About Catalina Island
Catalina Island is 21 miles long, by 8 miles at the widest point and is approximately 22 miles off the coast of Southern California. Most people make the one hour ferry journey from Los Angeles. The Island has one “city”, Avalon, which has a population of about 3,500 (swelling to 10,000 in the busy summer months) and there is also the much smaller village of Two Harbours which serves as a great base for water sports and out-door pursuits.
The climate is mild in the winter (18C) and pleasantly warm in the summer (23C); but don’t be deceived by the figures it will feel significantly hotter when you are doing manual work inland away from the coastal breeze!
The island ecosystem includes a unique variety of native trees, shrubs, wildflowers, grasses, ferns, mammals, insects, birds, reptiles, amphibians, fungi, lichens, and other forms of life. Some are found only on Catalina Island, while others are widespread. Maintaining the health of these species by preserving and restoring their habitats is one of the tasks of the volunteer.
Where will I be living?
You will stay on one of a number of campsites on Catalina Island. Which one will depend on the needs of the island at the time that you travel and the project you are working on. All locations are well equipped and some even have semi-permanent cabins, though in most cases you will stay in tents. The camps are relatively remote however; don’t expect to walk in to town in the evening for a beer and a pizza. Instead, kick back with your fellow volunteers in the idyllic locations of the campsites. Again depending on where you are staying, meals are either provided by a camp cafeteria or volunteers all pitch in to cook at an outdoor camp kitchen.

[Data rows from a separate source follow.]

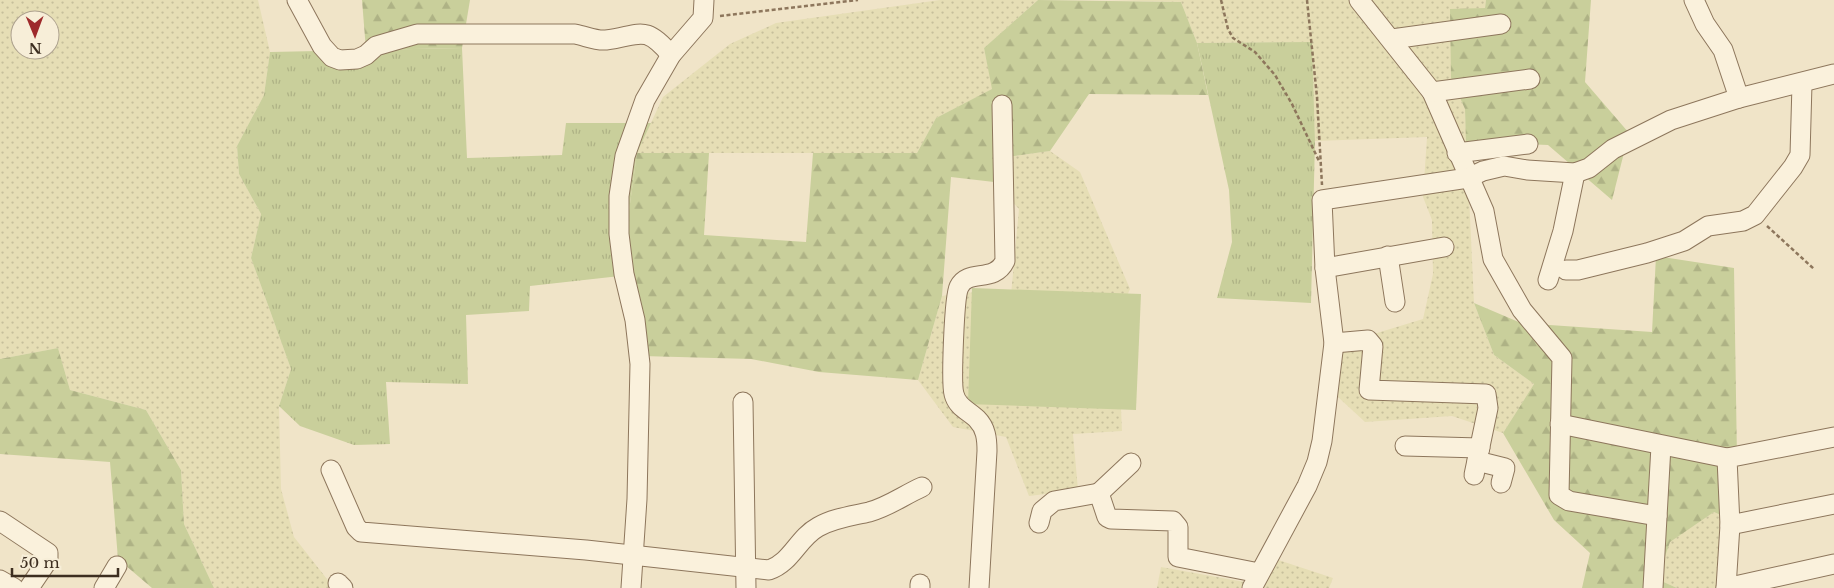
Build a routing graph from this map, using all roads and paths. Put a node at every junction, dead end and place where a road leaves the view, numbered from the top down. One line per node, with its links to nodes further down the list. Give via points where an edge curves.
1 (297, 0): 10 (street, via 322,46 332,57 340,60 357,59 376,46 417,34 576,34 594,40 644,33 659,40)
2 (858, 0): 7 (path)
3 (1221, 0): 19 (path, via 1228,30 1275,74)
4 (1307, 0): 19 (path, via 1318,97)
5 (1359, 0): 9 (street)
6 (1694, 0): 15 (street, via 1705,24 1723,50)
7 (704, 9): 10 (street)
8 (1501, 24): 9 (street)
9 (1392, 39): 14 (street)
10 (671, 55): 49 (street, via 645,100 635,126 625,156 619,196 624,274 635,320 640,364 638,499)
11 (1834, 74): 13 (street)
12 (1530, 79): 14 (street)
13 (1802, 84): 15 (street); 23 (street, via 1800,156)
14 (1432, 92): 18 (street)
15 (1739, 98): 20 (street, via 1671,120 1613,149 1589,168)
16 (1002, 105): 60 (street, via 1005,261 995,273 966,278 959,286 955,302 954,394 986,434)
17 (1528, 144): 18 (street)
18 (1457, 153): 21 (street)
19 (1320, 164): 22 (path)
20 (1575, 173): 21 (street, via 1504,166); 29 (street, via 1563,231)
21 (1468, 178): 22 (street); 33 (street, via 1484,211 1493,259 1522,310 1562,358)
22 (1322, 200): 26 (street)
23 (1755, 214): 27 (path); 28 (street, via 1743,221 1708,226 1684,241 1647,253)
24 (1444, 247): 25 (street)
25 (1388, 256): 26 (street); 30 (street)
26 (1325, 268): 31 (street)
27 (1814, 269)
28 (1566, 270)
29 (1548, 280)
30 (1395, 302)
31 (1334, 343): 38 (street, via 1368,340 1373,346 1369,390 1486,394 1488,408); 54 (street, via 1317,462)
32 (743, 402): 52 (street)
33 (1560, 424): 36 (street); 45 (street, via 1559,495 1569,501)
34 (1834, 437): 37 (street)
35 (1404, 446): 38 (street)
36 (1661, 446): 37 (street); 45 (street)
37 (1727, 458): 48 (street)
38 (1477, 462): 41 (street, via 1505,468)
39 (1131, 464): 43 (street)
40 (331, 470): 49 (street, via 361,532)
41 (1501, 483)
42 (922, 487): 52 (street, via 870,512 845,516 817,527 780,566 770,570)
43 (1099, 493): 47 (street, via 1054,502 1042,511); 54 (street, via 1107,517 1173,521 1179,531 1178,557)
44 (1834, 504): 48 (street)
45 (1657, 516): 61 (street)
46 (0, 521): 56 (street, via 48,553 48,560)
47 (1039, 523)
48 (1730, 526): 62 (street)
49 (633, 556): 52 (street); 58 (street)
50 (1834, 564): 62 (street)
51 (117, 566): 57 (street)
52 (747, 569): 59 (street)
53 (0, 580): 55 (street)
54 (1255, 581)
55 (14, 588)
56 (28, 588)
57 (104, 588)
58 (631, 588)
59 (746, 588)
60 (979, 588)
61 (1653, 588)
62 (1726, 588)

You will normally work Monday – Friday and have the evenings and weekend off. During your free time you can choose to relax on anyone of the many beautiful beaches, hike some of the trails, go snorkelling or kayaking, hang-out in Avalon or take the ferry across to Los Angeles.
Pre/Post Work Travel
This is a fantastically flexible programme that can fit in with a host of other travel experiences; why not take a conservation break after your time on summer camp or combine it with a North American road trip.
What’s the local area like?
Catalina Island is an outdoor activity lover’s paradise. It has numerous hiking trails, a zip line experience, rocky shores and idyllic beaches to discover. There are shoreline campsites dotted along the east coast. It’s a water sports haven: kayak, snorkel, scuba or sail around the beautiful waters. For people who enjoy an outdoor lifestyle it really does have everything.

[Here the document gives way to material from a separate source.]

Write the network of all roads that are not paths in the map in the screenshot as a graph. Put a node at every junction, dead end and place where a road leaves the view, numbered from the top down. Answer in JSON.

Inland is rugged and at its highest point is Mt. Orizaba at 639 metres above sea level.
The beauty of Catalina Island isn’t lost on the Californians and it is a popular destination for holidays and weekend breaks. The lively town of Avalon is well equipped to cater for all types of visitors; with its lavish marina, casino, and plenty of shops, al fresco bars, cafes and restaurants.
If you want to travel further a field, you can take a ferry to the main land and visit Los Angeles. However, be warned, after a couple of weeks on Catalina the frenetic pace of LA can come as quite a shock!
Most people will arrive in America on the US Visa Waiver which allows a total stay of 90 days; ample time to volunteer and take in some sites. After your volunteering experience, you are ideally placed to explore more of California with must see destinations including, Los Angeles (Hollywood, Universal Studios, Disneyland, Venice Beach), San Francisco (Alcatraz, Golden Gate Bridge), The Pacific Highway, redwood forests, Death Valley and Yosemite National Parks, the Big Sur coast and Lake Tahoe. Travel interstate and you can include the Grand Canyon National Park, Las Vegas, the list is endless!
Who will I be working with on my project?
BUNAC participants will work alongside local volunteers, project staff and other international volunteers.